瀬戸臨海実験所の大学院生3人が国際学会 The 4th Asian Marine Biology Symposiumにおいて、Best Student Presentation Awardを受賞

2019年11月4-6日に、台北で開催されたThe 4th Asian Marine Biology Symposiumにおいて、瀬戸臨海実験所の大学院生、杉山 高大氏(M1)、大城 匡平氏(M2)、吉川 晟弘氏(D3)が、Best Student Presentation Awardを受賞しました。

タイトル:Interspecific or intraspecific variation?:host-specific color morphs in the parasitic scaleworm Gastrolepida clavigera (Annelida:Polynoidae)
著者:Takahiro Sugiyama, Ryutaro Goto
(研究紹介)
ナマコ(棘皮動物)に付着して生活する興味深い生態をもつゴカイの一種のナマコウロコムシ(環形動物多毛類)が、異なる色彩のナマコにはその色のナマコウロコムシが付着するが、それが同一種かどうかを分子系統解析で調べた研究。

タイトル:Morphological and molecular assessment of the species diversity of the genus Phascolion (Annelida:Sipuncula) in Japan.
著者:Kohei Oshiro, Akihiro Yoshikawa, Genki Kobayashi, Ryutaro Goto
(研究紹介)
ホシムシは、星口動物門という独立の動物門を形成していたが、最近の分子系統解析から、形態的には全く異なる環形動物のゴカイの仲間となった。しかし系統分類の研究は著しく遅れている。日本の様々の地点で採集を行い得られた多数のホシムシ類を形態および分子系統解析によって、系統分類を総合的に見直そうという試みの研究。

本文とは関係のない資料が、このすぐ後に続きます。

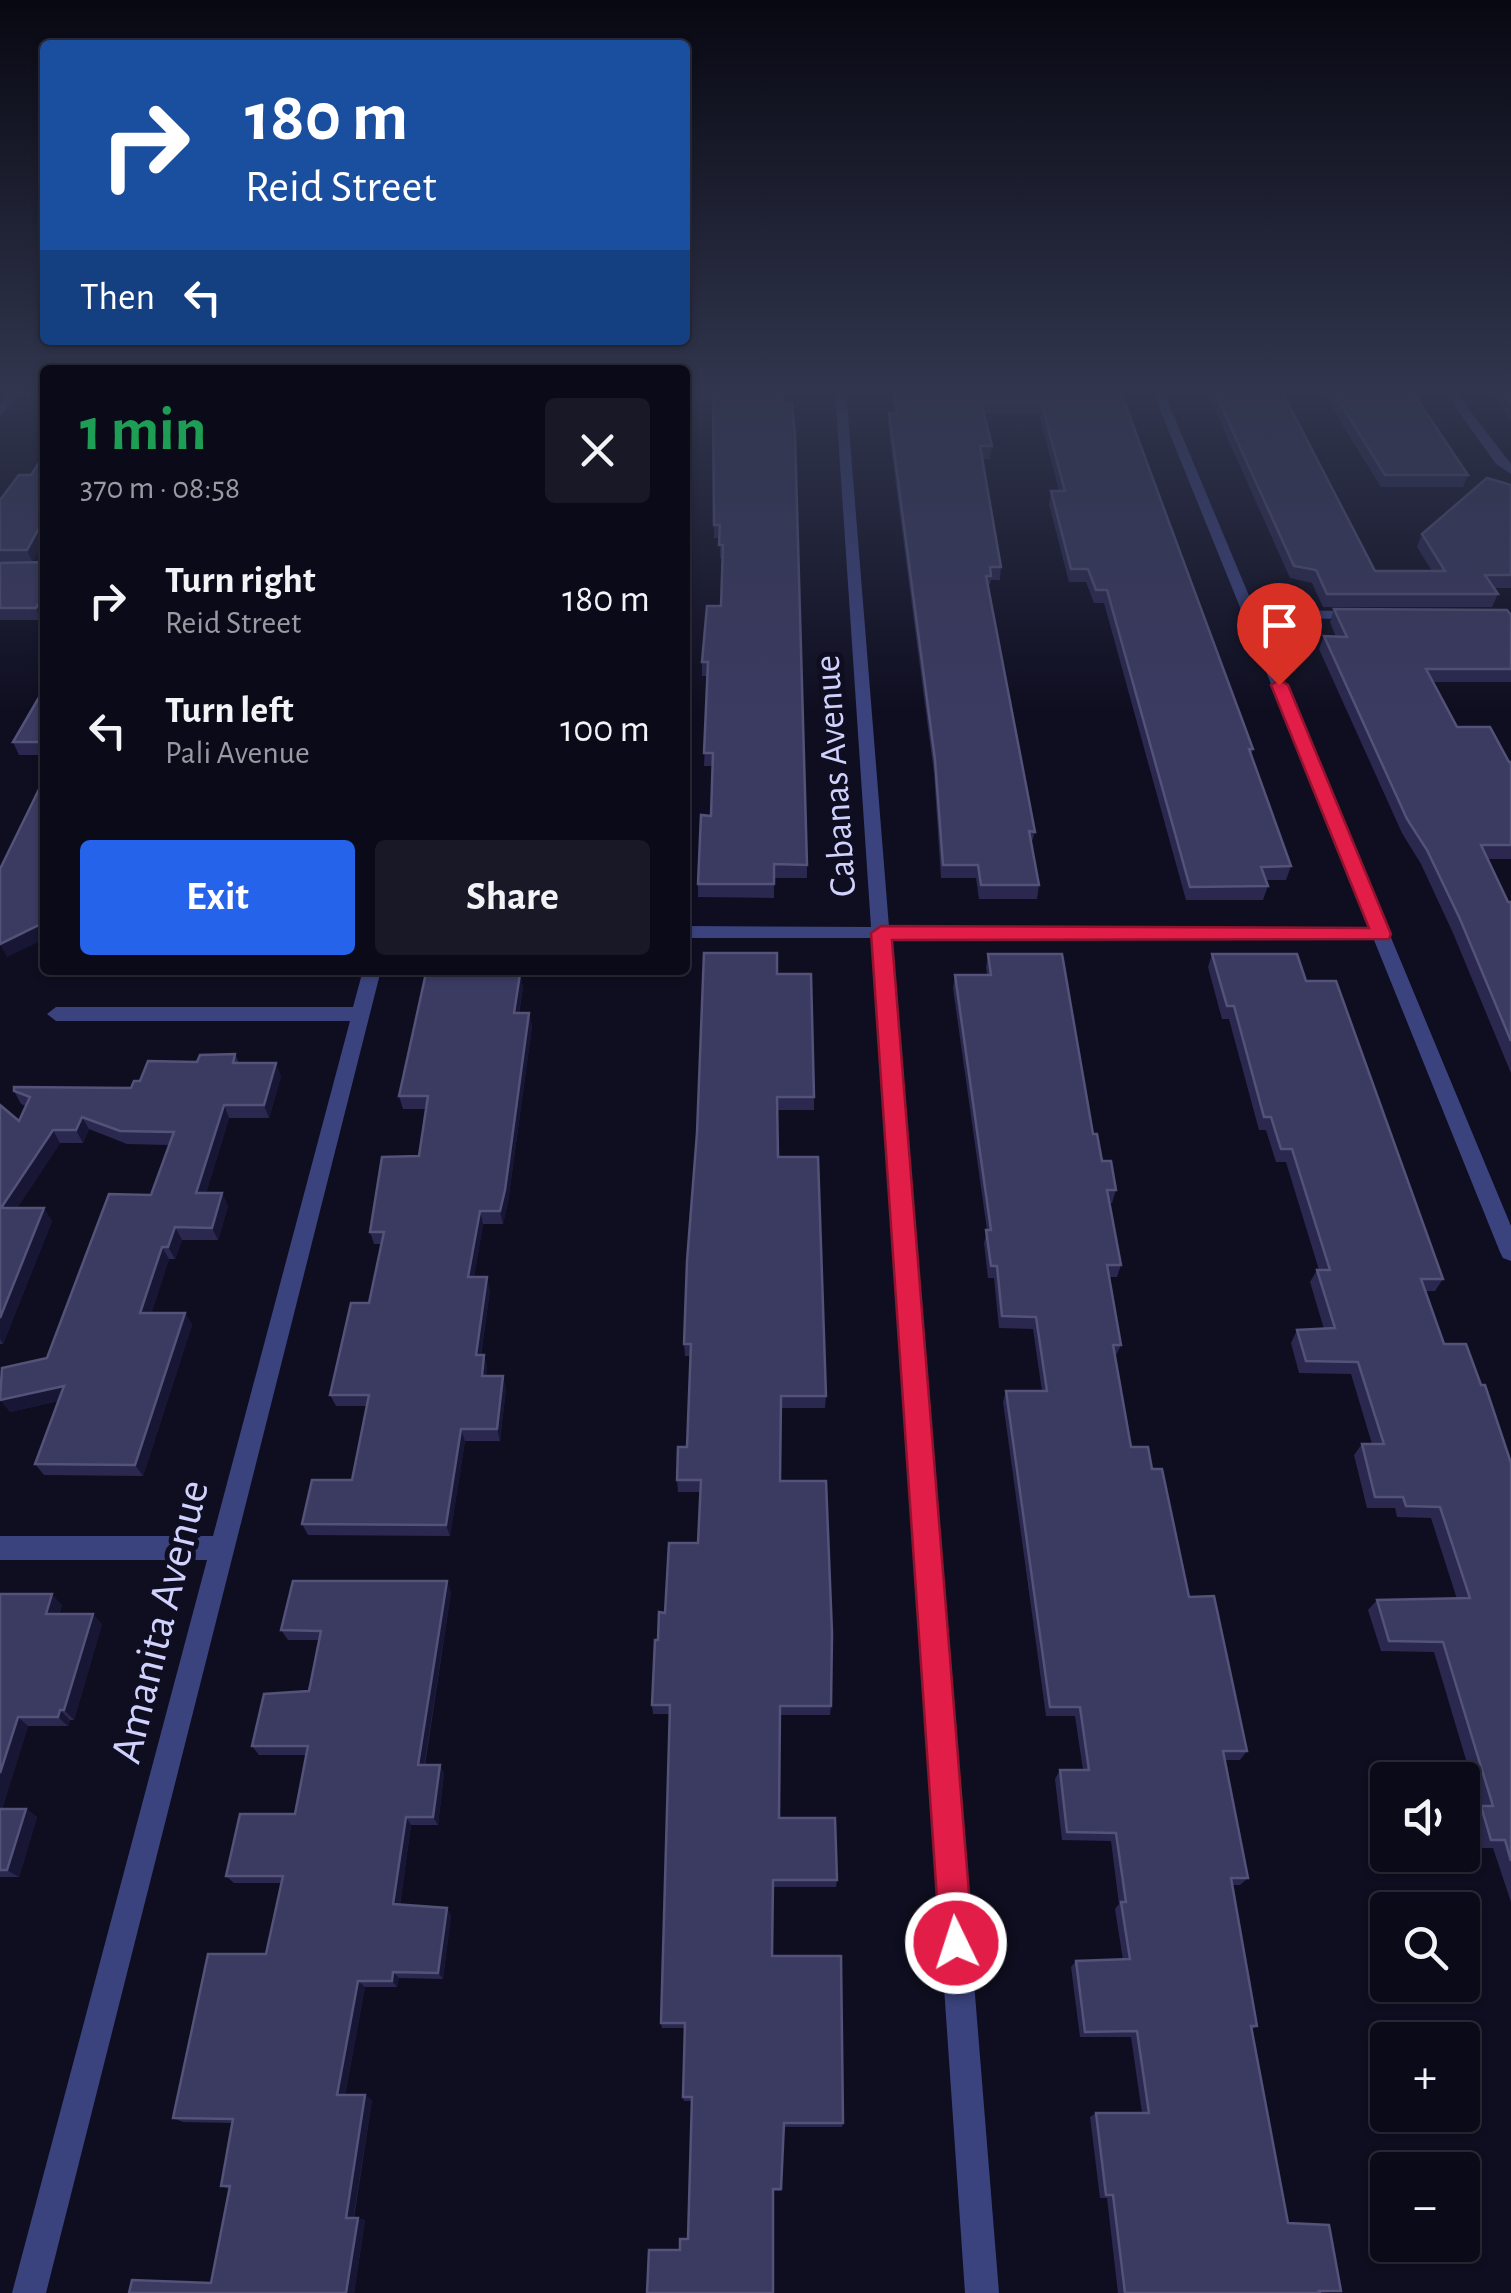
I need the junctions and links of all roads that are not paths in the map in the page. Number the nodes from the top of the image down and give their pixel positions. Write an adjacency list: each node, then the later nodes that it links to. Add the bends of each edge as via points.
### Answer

タイトル:Molecular phylogeny of Clibanarius Dana, 1852 from the Indo-West Pacific: habitat adaptation and evolution of pereopod colour pattern
著者:Akihiro Yoshikawa, Kazuho Ikeo, Junichi Imoto, Wachirah Jaingam, Lily Surayya Eka Putri, Mardiansyah, Biju Kumar, Akira Asakura
(研究紹介)
潮間帯に生息するヨコバサミ属のヤドカリは、鮮やかな色彩と模様をもつ。特に第2、3歩脚にその特徴が現れる。生息地は種によってサンゴ礁や岩礁のような硬質底にすむもの、干潟やマングローブ林の底性などの軟質底にすむものがある。こうした生息地と色彩型の進化の関係を、分子系統に解き明かす研究。